__Work task__. Give every entry again precisely as it appears.

== Working data ==

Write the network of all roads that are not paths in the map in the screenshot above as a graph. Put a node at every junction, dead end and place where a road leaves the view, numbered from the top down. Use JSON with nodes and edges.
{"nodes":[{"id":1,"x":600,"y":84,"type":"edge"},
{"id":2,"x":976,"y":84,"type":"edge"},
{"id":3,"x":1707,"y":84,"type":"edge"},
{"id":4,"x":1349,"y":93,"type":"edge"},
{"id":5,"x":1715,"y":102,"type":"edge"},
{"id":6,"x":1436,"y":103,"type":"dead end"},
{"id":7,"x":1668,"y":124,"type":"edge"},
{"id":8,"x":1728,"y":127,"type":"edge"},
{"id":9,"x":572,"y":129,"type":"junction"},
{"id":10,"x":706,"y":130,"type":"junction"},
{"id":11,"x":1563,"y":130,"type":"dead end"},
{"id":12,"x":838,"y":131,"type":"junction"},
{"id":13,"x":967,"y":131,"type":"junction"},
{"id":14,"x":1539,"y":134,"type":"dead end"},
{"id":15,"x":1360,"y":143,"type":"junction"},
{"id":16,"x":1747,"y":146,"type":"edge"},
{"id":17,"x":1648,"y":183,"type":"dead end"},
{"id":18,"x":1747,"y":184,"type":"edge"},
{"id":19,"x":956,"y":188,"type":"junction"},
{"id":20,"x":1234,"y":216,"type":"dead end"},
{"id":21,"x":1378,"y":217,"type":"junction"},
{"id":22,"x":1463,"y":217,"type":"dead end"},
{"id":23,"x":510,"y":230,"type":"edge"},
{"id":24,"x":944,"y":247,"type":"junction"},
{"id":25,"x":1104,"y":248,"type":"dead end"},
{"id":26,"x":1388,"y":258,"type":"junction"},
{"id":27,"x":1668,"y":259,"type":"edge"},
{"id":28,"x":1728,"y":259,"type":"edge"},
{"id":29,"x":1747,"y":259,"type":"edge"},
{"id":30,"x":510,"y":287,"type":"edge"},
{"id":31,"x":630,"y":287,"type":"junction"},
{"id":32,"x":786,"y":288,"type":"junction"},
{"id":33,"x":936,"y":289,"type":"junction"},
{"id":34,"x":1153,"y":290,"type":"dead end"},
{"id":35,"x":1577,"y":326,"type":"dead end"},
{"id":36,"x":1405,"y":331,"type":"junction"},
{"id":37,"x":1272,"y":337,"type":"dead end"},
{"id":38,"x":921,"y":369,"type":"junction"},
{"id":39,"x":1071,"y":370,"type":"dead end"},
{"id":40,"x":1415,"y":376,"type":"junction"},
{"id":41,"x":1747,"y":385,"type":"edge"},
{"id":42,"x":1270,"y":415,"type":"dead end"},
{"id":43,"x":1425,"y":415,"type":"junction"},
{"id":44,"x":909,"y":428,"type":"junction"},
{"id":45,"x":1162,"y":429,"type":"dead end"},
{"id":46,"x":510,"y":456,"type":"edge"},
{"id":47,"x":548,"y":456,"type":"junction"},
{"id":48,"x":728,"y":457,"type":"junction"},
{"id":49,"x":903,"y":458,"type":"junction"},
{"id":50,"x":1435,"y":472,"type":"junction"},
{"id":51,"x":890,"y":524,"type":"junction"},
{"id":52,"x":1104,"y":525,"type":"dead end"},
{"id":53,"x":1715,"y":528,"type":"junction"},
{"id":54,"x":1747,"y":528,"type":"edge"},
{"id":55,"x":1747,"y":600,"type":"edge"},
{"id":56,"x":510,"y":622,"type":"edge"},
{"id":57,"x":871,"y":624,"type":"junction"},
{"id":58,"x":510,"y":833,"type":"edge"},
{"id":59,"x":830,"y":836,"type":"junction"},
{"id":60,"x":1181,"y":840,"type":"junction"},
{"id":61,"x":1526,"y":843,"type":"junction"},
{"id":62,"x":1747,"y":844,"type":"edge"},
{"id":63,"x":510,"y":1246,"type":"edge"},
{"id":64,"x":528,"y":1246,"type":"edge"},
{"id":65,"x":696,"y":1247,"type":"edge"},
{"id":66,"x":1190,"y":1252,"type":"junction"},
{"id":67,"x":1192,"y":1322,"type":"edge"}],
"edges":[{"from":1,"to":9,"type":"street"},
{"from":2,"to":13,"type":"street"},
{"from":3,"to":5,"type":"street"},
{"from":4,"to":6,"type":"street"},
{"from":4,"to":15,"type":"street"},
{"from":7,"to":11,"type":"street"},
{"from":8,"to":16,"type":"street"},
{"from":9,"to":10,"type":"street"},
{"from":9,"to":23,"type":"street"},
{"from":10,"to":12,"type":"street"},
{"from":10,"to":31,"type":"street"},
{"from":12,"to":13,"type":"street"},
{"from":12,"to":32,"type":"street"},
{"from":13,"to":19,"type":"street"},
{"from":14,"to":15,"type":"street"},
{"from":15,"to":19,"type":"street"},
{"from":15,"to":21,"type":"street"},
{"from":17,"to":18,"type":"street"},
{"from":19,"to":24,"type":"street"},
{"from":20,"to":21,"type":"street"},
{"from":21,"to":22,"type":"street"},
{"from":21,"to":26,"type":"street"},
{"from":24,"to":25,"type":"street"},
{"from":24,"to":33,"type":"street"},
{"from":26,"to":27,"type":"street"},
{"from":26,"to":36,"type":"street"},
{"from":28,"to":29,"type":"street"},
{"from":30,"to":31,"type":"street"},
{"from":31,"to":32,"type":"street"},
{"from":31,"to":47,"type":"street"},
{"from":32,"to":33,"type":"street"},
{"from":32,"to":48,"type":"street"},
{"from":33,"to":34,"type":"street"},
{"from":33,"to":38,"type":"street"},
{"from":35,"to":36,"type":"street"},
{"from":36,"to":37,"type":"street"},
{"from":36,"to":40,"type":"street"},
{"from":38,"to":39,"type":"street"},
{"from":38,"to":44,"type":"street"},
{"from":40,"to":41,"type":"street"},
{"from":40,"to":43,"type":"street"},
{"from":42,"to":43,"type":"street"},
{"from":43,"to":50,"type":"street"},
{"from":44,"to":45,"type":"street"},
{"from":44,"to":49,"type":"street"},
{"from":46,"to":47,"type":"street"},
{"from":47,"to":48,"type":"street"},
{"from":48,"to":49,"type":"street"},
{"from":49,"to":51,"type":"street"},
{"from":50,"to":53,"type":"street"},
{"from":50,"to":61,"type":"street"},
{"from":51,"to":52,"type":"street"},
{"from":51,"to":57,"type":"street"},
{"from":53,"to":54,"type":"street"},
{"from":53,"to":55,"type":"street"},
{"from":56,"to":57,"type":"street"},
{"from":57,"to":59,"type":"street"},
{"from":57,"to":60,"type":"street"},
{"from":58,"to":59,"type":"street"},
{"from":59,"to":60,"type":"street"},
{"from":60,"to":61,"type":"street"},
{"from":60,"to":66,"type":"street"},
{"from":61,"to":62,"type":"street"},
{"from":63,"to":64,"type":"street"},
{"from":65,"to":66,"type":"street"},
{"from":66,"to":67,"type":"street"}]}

===

__Answer box__.
Write the network of all roads that are not paths in the map in the screenshot above as a graph. Put a node at every junction, dead end and place where a road leaves the view, numbered from the top down. Use JSON with nodes and edges.
{"nodes":[{"id":1,"x":600,"y":84,"type":"edge"},
{"id":2,"x":976,"y":84,"type":"edge"},
{"id":3,"x":1707,"y":84,"type":"edge"},
{"id":4,"x":1349,"y":93,"type":"edge"},
{"id":5,"x":1715,"y":102,"type":"edge"},
{"id":6,"x":1436,"y":103,"type":"dead end"},
{"id":7,"x":1668,"y":124,"type":"edge"},
{"id":8,"x":1728,"y":127,"type":"edge"},
{"id":9,"x":572,"y":129,"type":"junction"},
{"id":10,"x":706,"y":130,"type":"junction"},
{"id":11,"x":1563,"y":130,"type":"dead end"},
{"id":12,"x":838,"y":131,"type":"junction"},
{"id":13,"x":967,"y":131,"type":"junction"},
{"id":14,"x":1539,"y":134,"type":"dead end"},
{"id":15,"x":1360,"y":143,"type":"junction"},
{"id":16,"x":1747,"y":146,"type":"edge"},
{"id":17,"x":1648,"y":183,"type":"dead end"},
{"id":18,"x":1747,"y":184,"type":"edge"},
{"id":19,"x":956,"y":188,"type":"junction"},
{"id":20,"x":1234,"y":216,"type":"dead end"},
{"id":21,"x":1378,"y":217,"type":"junction"},
{"id":22,"x":1463,"y":217,"type":"dead end"},
{"id":23,"x":510,"y":230,"type":"edge"},
{"id":24,"x":944,"y":247,"type":"junction"},
{"id":25,"x":1104,"y":248,"type":"dead end"},
{"id":26,"x":1388,"y":258,"type":"junction"},
{"id":27,"x":1668,"y":259,"type":"edge"},
{"id":28,"x":1728,"y":259,"type":"edge"},
{"id":29,"x":1747,"y":259,"type":"edge"},
{"id":30,"x":510,"y":287,"type":"edge"},
{"id":31,"x":630,"y":287,"type":"junction"},
{"id":32,"x":786,"y":288,"type":"junction"},
{"id":33,"x":936,"y":289,"type":"junction"},
{"id":34,"x":1153,"y":290,"type":"dead end"},
{"id":35,"x":1577,"y":326,"type":"dead end"},
{"id":36,"x":1405,"y":331,"type":"junction"},
{"id":37,"x":1272,"y":337,"type":"dead end"},
{"id":38,"x":921,"y":369,"type":"junction"},
{"id":39,"x":1071,"y":370,"type":"dead end"},
{"id":40,"x":1415,"y":376,"type":"junction"},
{"id":41,"x":1747,"y":385,"type":"edge"},
{"id":42,"x":1270,"y":415,"type":"dead end"},
{"id":43,"x":1425,"y":415,"type":"junction"},
{"id":44,"x":909,"y":428,"type":"junction"},
{"id":45,"x":1162,"y":429,"type":"dead end"},
{"id":46,"x":510,"y":456,"type":"edge"},
{"id":47,"x":548,"y":456,"type":"junction"},
{"id":48,"x":728,"y":457,"type":"junction"},
{"id":49,"x":903,"y":458,"type":"junction"},
{"id":50,"x":1435,"y":472,"type":"junction"},
{"id":51,"x":890,"y":524,"type":"junction"},
{"id":52,"x":1104,"y":525,"type":"dead end"},
{"id":53,"x":1715,"y":528,"type":"junction"},
{"id":54,"x":1747,"y":528,"type":"edge"},
{"id":55,"x":1747,"y":600,"type":"edge"},
{"id":56,"x":510,"y":622,"type":"edge"},
{"id":57,"x":871,"y":624,"type":"junction"},
{"id":58,"x":510,"y":833,"type":"edge"},
{"id":59,"x":830,"y":836,"type":"junction"},
{"id":60,"x":1181,"y":840,"type":"junction"},
{"id":61,"x":1526,"y":843,"type":"junction"},
{"id":62,"x":1747,"y":844,"type":"edge"},
{"id":63,"x":510,"y":1246,"type":"edge"},
{"id":64,"x":528,"y":1246,"type":"edge"},
{"id":65,"x":696,"y":1247,"type":"edge"},
{"id":66,"x":1190,"y":1252,"type":"junction"},
{"id":67,"x":1192,"y":1322,"type":"edge"}],
"edges":[{"from":1,"to":9,"type":"street"},
{"from":2,"to":13,"type":"street"},
{"from":3,"to":5,"type":"street"},
{"from":4,"to":6,"type":"street"},
{"from":4,"to":15,"type":"street"},
{"from":7,"to":11,"type":"street"},
{"from":8,"to":16,"type":"street"},
{"from":9,"to":10,"type":"street"},
{"from":9,"to":23,"type":"street"},
{"from":10,"to":12,"type":"street"},
{"from":10,"to":31,"type":"street"},
{"from":12,"to":13,"type":"street"},
{"from":12,"to":32,"type":"street"},
{"from":13,"to":19,"type":"street"},
{"from":14,"to":15,"type":"street"},
{"from":15,"to":19,"type":"street"},
{"from":15,"to":21,"type":"street"},
{"from":17,"to":18,"type":"street"},
{"from":19,"to":24,"type":"street"},
{"from":20,"to":21,"type":"street"},
{"from":21,"to":22,"type":"street"},
{"from":21,"to":26,"type":"street"},
{"from":24,"to":25,"type":"street"},
{"from":24,"to":33,"type":"street"},
{"from":26,"to":27,"type":"street"},
{"from":26,"to":36,"type":"street"},
{"from":28,"to":29,"type":"street"},
{"from":30,"to":31,"type":"street"},
{"from":31,"to":32,"type":"street"},
{"from":31,"to":47,"type":"street"},
{"from":32,"to":33,"type":"street"},
{"from":32,"to":48,"type":"street"},
{"from":33,"to":34,"type":"street"},
{"from":33,"to":38,"type":"street"},
{"from":35,"to":36,"type":"street"},
{"from":36,"to":37,"type":"street"},
{"from":36,"to":40,"type":"street"},
{"from":38,"to":39,"type":"street"},
{"from":38,"to":44,"type":"street"},
{"from":40,"to":41,"type":"street"},
{"from":40,"to":43,"type":"street"},
{"from":42,"to":43,"type":"street"},
{"from":43,"to":50,"type":"street"},
{"from":44,"to":45,"type":"street"},
{"from":44,"to":49,"type":"street"},
{"from":46,"to":47,"type":"street"},
{"from":47,"to":48,"type":"street"},
{"from":48,"to":49,"type":"street"},
{"from":49,"to":51,"type":"street"},
{"from":50,"to":53,"type":"street"},
{"from":50,"to":61,"type":"street"},
{"from":51,"to":52,"type":"street"},
{"from":51,"to":57,"type":"street"},
{"from":53,"to":54,"type":"street"},
{"from":53,"to":55,"type":"street"},
{"from":56,"to":57,"type":"street"},
{"from":57,"to":59,"type":"street"},
{"from":57,"to":60,"type":"street"},
{"from":58,"to":59,"type":"street"},
{"from":59,"to":60,"type":"street"},
{"from":60,"to":61,"type":"street"},
{"from":60,"to":66,"type":"street"},
{"from":61,"to":62,"type":"street"},
{"from":63,"to":64,"type":"street"},
{"from":65,"to":66,"type":"street"},
{"from":66,"to":67,"type":"street"}]}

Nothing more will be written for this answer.